_How to complete this task_: Once you find a line containing the word "Liepų" in the entries below, copy it.

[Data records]
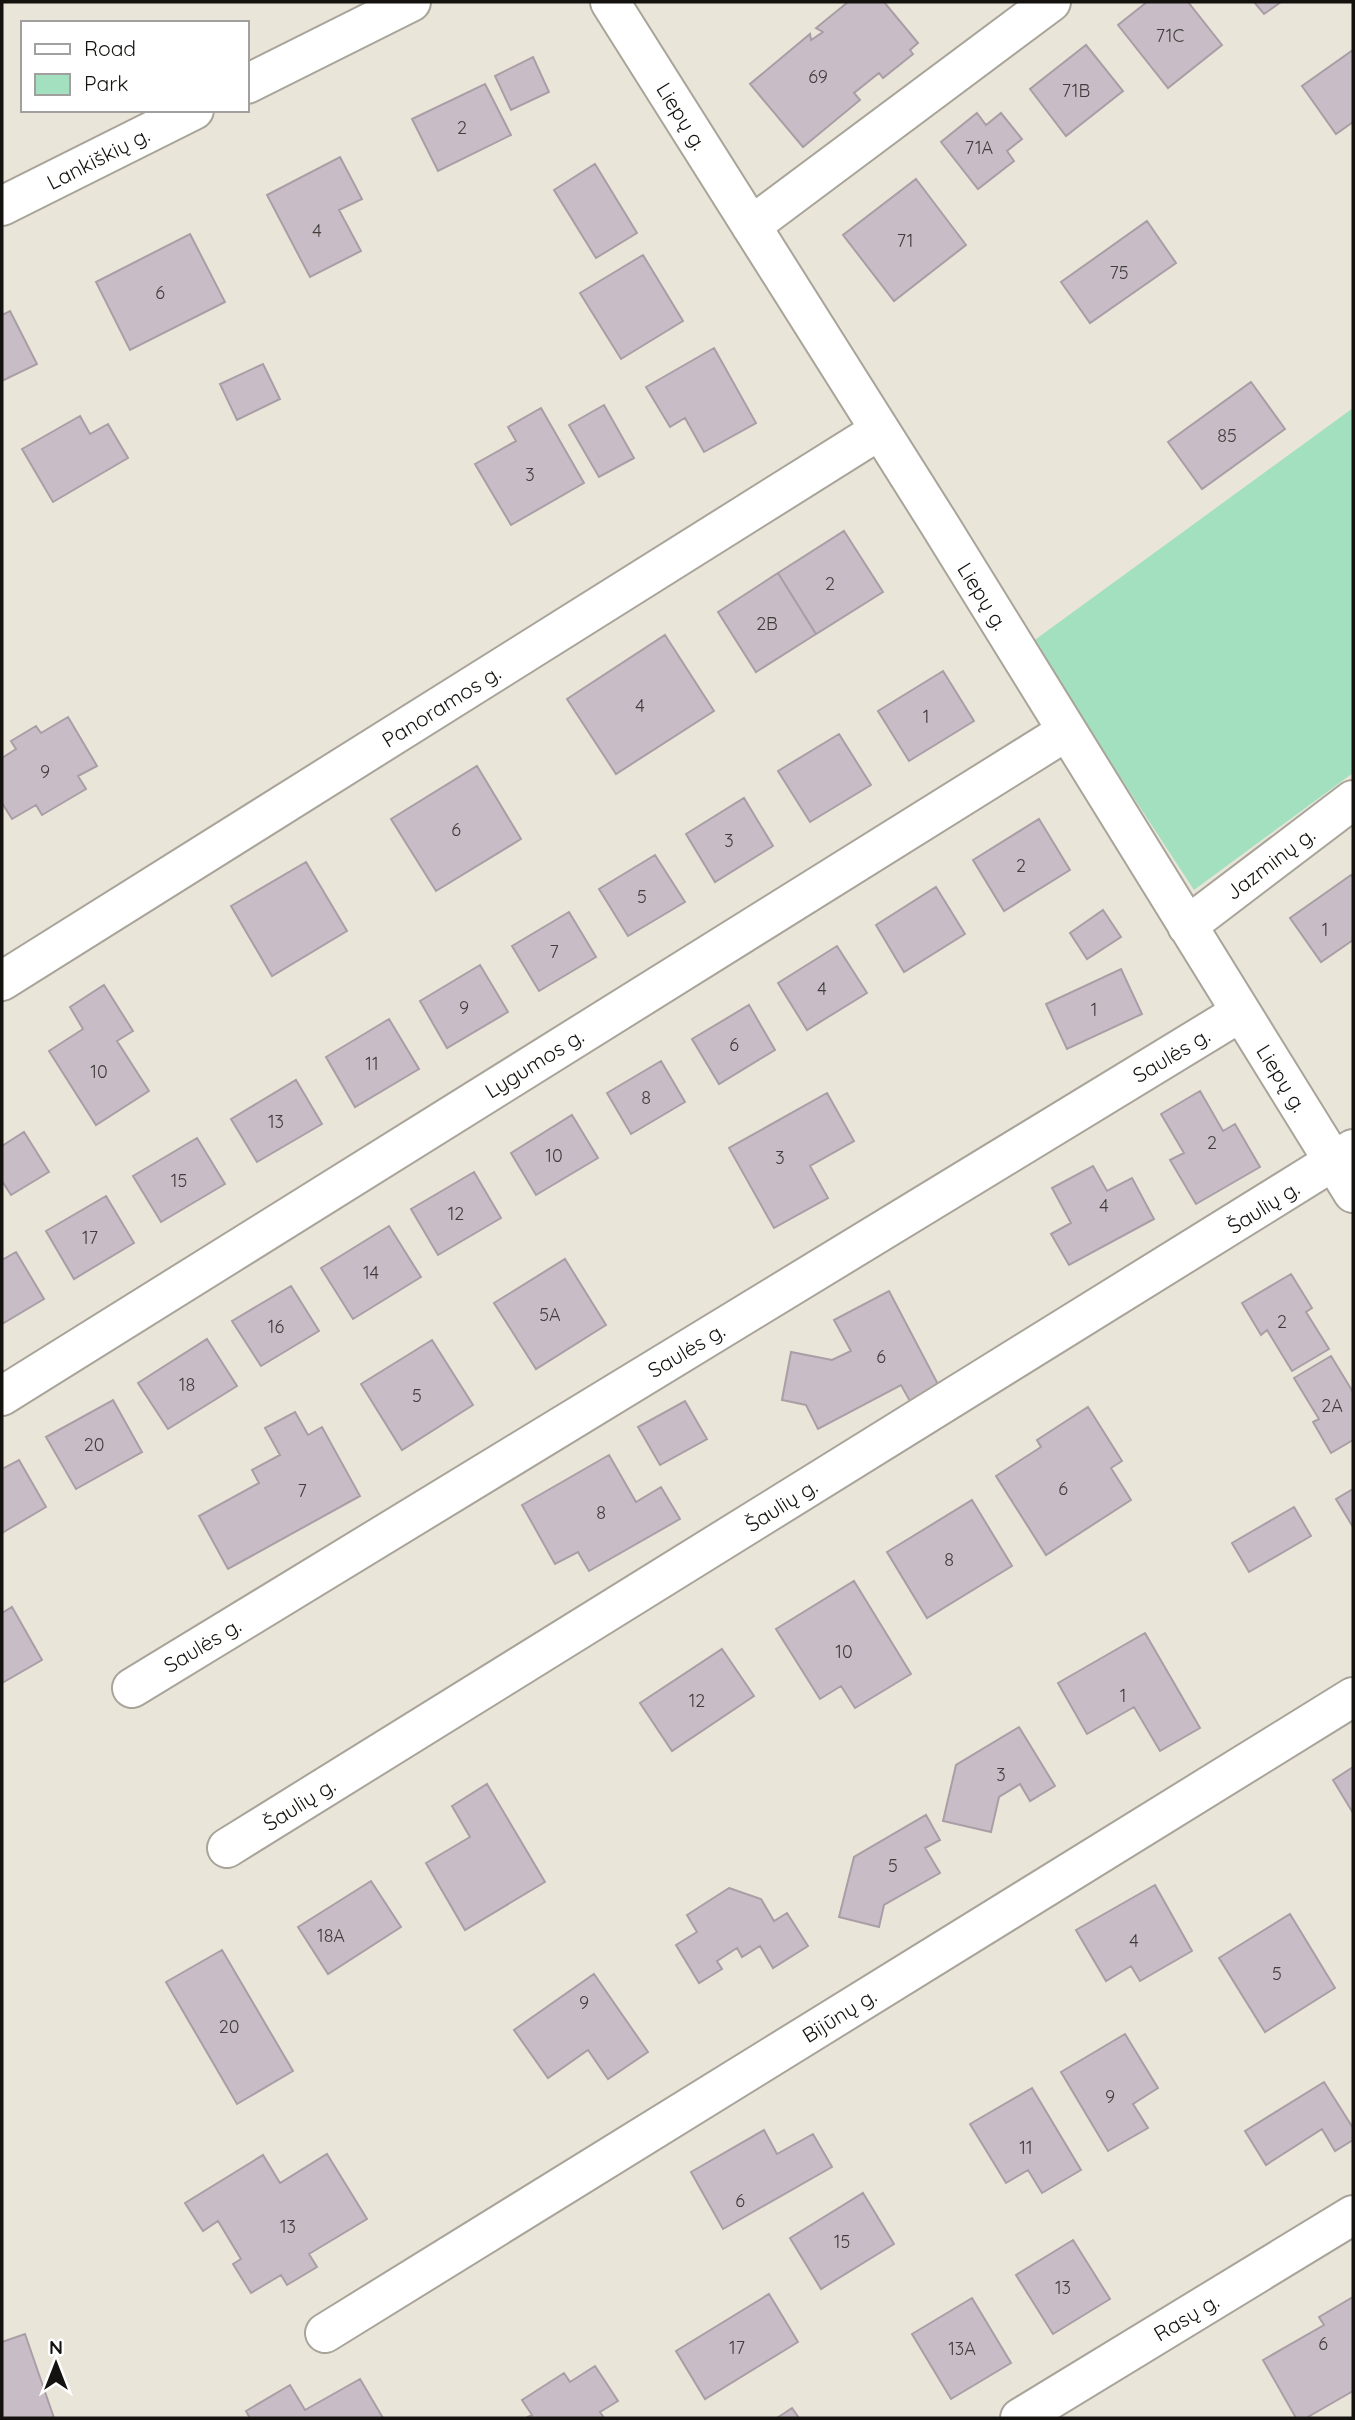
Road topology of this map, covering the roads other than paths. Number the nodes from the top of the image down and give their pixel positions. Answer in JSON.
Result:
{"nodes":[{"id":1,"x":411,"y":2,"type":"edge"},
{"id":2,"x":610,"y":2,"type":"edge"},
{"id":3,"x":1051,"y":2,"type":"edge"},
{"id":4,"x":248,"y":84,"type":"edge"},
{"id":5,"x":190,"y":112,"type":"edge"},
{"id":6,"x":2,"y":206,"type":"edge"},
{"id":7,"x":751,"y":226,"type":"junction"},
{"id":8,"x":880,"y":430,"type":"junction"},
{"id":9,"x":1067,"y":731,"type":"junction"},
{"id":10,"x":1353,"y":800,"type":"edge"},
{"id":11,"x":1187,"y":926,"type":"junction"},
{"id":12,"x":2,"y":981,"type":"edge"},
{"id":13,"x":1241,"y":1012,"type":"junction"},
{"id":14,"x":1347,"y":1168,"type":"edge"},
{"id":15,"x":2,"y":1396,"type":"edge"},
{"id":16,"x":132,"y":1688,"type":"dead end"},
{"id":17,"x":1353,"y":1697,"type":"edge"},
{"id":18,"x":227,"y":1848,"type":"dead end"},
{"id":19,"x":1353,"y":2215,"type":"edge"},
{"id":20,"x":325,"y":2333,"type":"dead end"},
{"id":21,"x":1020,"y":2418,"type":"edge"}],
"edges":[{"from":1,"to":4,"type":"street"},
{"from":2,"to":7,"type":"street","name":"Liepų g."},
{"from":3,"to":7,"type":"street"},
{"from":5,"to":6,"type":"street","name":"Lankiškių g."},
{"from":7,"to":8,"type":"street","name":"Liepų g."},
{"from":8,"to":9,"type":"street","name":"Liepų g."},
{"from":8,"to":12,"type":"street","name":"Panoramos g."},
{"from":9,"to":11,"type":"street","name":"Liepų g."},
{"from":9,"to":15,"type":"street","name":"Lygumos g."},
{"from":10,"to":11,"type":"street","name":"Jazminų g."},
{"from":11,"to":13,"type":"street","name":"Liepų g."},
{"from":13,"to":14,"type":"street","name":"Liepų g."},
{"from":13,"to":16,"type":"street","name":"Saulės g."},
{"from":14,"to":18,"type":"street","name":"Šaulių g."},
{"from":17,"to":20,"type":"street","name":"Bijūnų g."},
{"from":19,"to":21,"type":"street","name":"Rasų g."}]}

_Result_:
{"from":2,"to":7,"type":"street","name":"Liepų g."},
{"from":7,"to":8,"type":"street","name":"Liepų g."},
{"from":8,"to":9,"type":"street","name":"Liepų g."},
{"from":9,"to":11,"type":"street","name":"Liepų g."},
{"from":11,"to":13,"type":"street","name":"Liepų g."},
{"from":13,"to":14,"type":"street","name":"Liepų g."},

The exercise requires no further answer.